A useful alternative answer to the first question, using the examples from tomeedee’s answer, would be to use numpy’s vstack and column_stack methods:
Given a matrix p,
>>> import numpy as np
>>> p = np.array([ [1,2] , [3,4] ])
an augmented matrix can be generated by:
>>> p = np.vstack( [ p , [5 , 6] ] )
>>> p = np.column_stack( [ p , [ 7 , 8 , 9 ] ] )
>>> p
array([[1, 2, 7],
[3, 4, 8],
[5, 6, 9]])
These methods may be convenient in practice than np.append() as they allow 1D arrays to be appended to a matrix without any modification, in contrast to the following scenario:
>>> p = np.array([ [ 1 , 2 ] , [ 3 , 4 ] , [ 5 , 6 ] ] )
>>> p = np.append( p , [ 7 , 8 , 9 ] , 1 )
Traceback (most recent call last):
File "<stdin>", line 1, in <module>
File "/usr/lib/python2.6/dist-packages/numpy/lib/function_base.py", line 3234, in append
return concatenate((arr, values), axis=axis)
ValueError: arrays must have same number of dimensions
In answer to the second question, a nice way to remove rows and columns is to use logical array indexing as follows:
Given a matrix p,
>>> p = np.arange( 20 ).reshape( ( 4 , 5 ) )
suppose we want to remove row 1 and column 2:
>>> r , c = 1 , 2
>>> p = p [ np.arange( p.shape[0] ) != r , : ]
>>> p = p [ : , np.arange( p.shape[1] ) != c ]
>>> p
array([[ 0, 1, 3, 4],
[10, 11, 13, 14],
[15, 16, 18, 19]])
Note - for reformed Matlab users - if you wanted to do these in a one-liner you need to index twice:
>>> p = np.arange( 20 ).reshape( ( 4 , 5 ) )
>>> p = p [ np.arange( p.shape[0] ) != r , : ] [ : , np.arange( p.shape[1] ) != c ]

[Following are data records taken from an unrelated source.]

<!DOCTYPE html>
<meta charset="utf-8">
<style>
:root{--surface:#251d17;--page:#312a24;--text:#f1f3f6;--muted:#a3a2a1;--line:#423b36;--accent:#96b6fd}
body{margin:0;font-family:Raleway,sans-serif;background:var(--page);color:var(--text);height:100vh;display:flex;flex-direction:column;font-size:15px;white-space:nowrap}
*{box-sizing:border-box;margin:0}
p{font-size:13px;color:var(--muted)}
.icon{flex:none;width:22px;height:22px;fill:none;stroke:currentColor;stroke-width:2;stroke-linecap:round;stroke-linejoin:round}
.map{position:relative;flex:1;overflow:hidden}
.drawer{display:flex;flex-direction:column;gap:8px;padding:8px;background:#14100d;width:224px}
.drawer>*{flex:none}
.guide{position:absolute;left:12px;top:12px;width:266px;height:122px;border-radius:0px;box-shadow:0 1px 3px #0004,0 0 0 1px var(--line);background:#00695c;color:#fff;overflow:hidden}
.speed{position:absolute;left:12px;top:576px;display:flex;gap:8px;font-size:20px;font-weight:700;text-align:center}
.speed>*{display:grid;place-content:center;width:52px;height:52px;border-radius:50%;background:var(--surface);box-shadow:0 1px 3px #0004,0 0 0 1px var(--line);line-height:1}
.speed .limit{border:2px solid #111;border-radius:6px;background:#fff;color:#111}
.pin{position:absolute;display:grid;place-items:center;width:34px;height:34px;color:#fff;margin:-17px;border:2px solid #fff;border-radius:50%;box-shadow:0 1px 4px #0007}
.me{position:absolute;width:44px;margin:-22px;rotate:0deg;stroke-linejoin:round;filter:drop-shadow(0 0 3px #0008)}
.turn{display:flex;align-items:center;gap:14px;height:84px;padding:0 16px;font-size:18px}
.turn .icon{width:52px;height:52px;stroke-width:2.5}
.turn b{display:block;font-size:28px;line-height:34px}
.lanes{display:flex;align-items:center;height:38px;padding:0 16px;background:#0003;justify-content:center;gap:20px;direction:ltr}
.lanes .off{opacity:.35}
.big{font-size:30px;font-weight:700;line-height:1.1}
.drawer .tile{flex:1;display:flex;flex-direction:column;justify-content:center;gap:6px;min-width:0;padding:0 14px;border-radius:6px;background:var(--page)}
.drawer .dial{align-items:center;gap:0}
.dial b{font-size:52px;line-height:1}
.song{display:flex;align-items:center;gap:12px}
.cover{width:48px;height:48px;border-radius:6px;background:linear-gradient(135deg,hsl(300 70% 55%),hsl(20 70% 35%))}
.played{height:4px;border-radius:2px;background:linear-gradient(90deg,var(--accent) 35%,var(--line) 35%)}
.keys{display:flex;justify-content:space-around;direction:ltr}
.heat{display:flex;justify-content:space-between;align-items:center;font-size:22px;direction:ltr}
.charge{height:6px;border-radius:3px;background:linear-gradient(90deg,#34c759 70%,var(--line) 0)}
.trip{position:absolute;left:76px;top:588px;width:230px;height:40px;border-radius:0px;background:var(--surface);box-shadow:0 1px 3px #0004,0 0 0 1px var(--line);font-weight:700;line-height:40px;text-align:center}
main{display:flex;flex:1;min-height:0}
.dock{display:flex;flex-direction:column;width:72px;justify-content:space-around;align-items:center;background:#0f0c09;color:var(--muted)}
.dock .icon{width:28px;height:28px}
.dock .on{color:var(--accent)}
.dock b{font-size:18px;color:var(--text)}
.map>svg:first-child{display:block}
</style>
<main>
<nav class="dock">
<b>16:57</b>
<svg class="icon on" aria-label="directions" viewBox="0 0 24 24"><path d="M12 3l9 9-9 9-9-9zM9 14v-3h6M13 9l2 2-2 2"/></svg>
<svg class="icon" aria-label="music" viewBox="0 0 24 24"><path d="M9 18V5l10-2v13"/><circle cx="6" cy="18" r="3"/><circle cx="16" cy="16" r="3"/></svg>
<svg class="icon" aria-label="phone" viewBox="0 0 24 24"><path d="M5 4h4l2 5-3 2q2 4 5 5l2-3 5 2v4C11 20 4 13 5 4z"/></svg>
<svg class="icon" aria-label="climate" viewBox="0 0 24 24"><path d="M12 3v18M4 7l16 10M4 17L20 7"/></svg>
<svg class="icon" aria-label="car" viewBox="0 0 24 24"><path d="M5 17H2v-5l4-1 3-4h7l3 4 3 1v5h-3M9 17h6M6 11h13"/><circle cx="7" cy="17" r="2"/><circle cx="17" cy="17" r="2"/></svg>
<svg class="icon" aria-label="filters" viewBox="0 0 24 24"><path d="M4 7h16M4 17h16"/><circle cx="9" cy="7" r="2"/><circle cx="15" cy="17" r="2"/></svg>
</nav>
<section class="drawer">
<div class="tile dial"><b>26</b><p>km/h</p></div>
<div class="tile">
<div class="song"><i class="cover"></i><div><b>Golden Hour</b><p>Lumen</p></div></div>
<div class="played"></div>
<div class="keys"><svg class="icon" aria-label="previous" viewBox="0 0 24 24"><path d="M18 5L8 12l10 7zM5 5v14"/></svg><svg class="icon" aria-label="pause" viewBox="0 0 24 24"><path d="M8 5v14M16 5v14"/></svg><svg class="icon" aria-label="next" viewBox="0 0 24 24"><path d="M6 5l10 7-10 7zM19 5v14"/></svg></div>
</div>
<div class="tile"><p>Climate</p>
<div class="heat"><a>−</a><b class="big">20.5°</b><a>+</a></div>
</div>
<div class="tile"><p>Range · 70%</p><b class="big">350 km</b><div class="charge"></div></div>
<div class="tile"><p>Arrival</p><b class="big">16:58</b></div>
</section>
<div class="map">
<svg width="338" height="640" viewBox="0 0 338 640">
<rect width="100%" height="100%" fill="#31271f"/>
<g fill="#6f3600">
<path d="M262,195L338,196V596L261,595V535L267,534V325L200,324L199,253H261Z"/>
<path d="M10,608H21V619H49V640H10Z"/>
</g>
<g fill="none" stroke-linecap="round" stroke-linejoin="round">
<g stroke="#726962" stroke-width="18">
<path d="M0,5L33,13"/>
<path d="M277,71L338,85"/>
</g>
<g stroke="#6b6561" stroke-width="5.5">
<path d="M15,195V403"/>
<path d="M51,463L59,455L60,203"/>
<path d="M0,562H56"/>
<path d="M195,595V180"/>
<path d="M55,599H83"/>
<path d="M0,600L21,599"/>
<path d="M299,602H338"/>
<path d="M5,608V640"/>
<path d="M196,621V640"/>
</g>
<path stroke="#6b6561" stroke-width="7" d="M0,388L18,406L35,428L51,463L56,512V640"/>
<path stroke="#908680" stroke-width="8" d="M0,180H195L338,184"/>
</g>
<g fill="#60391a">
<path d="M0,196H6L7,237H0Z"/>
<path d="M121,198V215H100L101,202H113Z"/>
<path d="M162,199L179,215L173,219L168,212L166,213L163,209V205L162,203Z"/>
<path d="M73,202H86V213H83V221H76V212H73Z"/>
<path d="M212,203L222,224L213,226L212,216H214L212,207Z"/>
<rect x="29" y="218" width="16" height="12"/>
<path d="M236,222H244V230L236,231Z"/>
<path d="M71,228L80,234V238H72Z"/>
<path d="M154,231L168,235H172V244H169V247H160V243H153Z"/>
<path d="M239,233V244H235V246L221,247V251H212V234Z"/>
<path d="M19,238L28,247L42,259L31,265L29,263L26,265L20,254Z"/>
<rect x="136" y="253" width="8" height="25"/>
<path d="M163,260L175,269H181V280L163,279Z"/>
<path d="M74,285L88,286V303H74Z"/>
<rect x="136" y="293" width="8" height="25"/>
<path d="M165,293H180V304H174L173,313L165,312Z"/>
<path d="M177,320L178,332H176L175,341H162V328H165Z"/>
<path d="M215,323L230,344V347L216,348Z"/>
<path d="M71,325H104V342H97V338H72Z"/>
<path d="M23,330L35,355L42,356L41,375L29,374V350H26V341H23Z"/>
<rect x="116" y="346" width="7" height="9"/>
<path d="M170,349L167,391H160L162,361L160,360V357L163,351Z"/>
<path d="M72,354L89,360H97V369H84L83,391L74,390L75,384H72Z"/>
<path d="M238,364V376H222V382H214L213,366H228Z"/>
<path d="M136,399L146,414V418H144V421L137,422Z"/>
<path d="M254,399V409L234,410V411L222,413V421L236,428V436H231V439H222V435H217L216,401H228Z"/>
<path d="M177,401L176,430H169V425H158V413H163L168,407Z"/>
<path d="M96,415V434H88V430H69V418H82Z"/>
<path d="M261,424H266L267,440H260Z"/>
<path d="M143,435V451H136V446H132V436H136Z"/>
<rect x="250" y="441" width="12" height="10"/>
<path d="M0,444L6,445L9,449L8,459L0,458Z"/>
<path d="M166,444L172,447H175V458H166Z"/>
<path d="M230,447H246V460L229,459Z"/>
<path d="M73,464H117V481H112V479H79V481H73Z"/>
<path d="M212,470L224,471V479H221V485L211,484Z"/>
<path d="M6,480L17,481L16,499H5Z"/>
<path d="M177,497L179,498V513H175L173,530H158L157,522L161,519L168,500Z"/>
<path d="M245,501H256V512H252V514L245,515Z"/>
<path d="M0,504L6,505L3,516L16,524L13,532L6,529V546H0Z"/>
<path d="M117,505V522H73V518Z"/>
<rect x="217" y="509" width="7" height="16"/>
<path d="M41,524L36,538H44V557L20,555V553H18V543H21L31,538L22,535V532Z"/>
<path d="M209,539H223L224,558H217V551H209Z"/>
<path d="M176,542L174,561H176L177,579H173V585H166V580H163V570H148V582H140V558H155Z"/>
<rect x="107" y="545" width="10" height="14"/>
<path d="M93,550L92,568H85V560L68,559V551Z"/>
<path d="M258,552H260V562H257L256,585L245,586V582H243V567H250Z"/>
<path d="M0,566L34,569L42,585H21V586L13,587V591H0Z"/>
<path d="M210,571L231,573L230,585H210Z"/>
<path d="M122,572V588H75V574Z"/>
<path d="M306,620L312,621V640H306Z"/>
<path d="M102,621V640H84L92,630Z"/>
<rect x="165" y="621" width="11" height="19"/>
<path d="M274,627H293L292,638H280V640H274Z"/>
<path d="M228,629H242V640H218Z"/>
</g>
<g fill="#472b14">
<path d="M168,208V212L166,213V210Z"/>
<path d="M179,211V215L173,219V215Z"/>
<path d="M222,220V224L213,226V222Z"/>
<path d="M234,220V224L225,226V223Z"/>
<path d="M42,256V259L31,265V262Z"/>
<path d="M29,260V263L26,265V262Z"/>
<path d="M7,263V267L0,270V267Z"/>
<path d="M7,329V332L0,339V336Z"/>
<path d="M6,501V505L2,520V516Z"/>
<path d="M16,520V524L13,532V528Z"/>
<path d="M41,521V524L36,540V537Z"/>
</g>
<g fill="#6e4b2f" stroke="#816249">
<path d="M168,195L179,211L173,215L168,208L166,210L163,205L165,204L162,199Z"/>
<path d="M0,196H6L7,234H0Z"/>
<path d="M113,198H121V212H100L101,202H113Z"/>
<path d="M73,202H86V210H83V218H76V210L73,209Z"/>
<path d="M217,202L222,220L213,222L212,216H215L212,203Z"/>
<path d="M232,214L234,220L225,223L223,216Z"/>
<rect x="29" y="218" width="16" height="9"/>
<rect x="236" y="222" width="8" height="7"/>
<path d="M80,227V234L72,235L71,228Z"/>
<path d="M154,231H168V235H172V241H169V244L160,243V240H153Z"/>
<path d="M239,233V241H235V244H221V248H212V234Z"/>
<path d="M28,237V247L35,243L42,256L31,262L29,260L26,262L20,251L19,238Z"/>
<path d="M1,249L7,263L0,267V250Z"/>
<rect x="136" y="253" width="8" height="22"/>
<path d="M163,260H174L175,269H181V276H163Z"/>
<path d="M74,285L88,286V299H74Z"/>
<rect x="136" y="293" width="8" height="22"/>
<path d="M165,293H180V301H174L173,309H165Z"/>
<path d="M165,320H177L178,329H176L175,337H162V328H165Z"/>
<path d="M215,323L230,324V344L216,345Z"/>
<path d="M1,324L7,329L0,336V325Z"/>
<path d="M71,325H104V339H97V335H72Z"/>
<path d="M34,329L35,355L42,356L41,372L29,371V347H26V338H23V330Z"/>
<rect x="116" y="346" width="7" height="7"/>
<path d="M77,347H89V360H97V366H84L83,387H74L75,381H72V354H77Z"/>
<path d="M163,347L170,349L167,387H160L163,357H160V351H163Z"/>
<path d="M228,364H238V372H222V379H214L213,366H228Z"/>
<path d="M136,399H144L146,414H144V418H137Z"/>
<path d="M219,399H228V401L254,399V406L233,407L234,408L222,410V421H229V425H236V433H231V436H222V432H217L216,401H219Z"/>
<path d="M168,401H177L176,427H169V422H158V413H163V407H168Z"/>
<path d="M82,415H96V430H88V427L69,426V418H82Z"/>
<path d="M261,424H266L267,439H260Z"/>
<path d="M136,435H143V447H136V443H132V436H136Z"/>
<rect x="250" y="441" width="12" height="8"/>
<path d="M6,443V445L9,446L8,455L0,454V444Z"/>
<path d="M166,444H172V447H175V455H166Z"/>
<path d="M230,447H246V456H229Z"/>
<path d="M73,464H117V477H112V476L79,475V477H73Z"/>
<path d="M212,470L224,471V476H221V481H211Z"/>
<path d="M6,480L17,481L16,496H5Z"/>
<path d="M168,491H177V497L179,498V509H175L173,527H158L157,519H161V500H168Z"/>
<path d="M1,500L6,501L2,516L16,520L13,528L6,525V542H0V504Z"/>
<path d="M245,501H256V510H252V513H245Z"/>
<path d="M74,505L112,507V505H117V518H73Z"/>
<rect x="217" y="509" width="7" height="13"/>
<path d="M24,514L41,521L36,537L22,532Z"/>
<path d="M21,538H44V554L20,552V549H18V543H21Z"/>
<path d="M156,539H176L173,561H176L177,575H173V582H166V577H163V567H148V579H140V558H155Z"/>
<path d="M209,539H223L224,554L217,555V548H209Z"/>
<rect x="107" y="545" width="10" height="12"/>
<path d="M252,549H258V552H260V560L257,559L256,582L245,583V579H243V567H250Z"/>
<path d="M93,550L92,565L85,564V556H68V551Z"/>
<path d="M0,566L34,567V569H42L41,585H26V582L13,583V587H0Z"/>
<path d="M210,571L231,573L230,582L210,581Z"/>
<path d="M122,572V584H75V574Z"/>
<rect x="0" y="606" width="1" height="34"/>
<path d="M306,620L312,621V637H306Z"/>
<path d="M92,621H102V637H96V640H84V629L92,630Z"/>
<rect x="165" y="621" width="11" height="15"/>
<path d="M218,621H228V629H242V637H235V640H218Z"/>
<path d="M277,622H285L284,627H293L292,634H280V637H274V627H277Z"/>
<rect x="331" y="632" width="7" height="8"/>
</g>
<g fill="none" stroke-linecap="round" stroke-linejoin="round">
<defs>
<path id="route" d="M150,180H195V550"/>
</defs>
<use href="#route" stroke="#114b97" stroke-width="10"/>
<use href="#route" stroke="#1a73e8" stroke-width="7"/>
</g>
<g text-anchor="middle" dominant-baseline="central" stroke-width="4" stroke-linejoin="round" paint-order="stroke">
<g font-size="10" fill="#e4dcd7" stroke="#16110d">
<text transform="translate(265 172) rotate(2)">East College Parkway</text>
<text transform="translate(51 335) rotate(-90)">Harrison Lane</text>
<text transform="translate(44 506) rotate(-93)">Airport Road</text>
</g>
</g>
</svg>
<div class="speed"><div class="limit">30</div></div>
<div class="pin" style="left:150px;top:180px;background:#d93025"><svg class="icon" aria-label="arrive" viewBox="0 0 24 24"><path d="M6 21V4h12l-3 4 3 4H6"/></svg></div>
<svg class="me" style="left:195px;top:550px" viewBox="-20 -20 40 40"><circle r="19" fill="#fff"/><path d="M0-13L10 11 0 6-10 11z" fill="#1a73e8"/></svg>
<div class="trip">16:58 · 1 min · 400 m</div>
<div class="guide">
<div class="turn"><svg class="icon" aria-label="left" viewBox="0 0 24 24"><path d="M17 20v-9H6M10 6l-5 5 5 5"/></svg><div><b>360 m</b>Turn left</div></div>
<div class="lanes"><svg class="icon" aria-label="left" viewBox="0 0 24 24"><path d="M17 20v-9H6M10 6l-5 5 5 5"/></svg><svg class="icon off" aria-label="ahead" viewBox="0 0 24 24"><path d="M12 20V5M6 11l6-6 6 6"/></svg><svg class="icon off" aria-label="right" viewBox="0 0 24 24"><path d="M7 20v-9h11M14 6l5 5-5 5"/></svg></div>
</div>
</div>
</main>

This technique can also be extended to remove sets of rows and columns, so if we wanted to remove rows 0 & 2 and columns 1, 2 & 3 we could use numpy's setdiff1d function to generate the desired logical index:
>>> p = np.arange( 20 ).reshape( ( 4 , 5 ) )
>>> r = [ 0 , 2 ]
>>> c = [ 1 , 2 , 3 ]
>>> p = p [ np.setdiff1d( np.arange( p.shape[0] ), r ) , : ]
>>> p = p [ : , np.setdiff1d( np.arange( p.shape[1] ) , c ) ]
>>> p
array([[ 5, 9],
[15, 19]])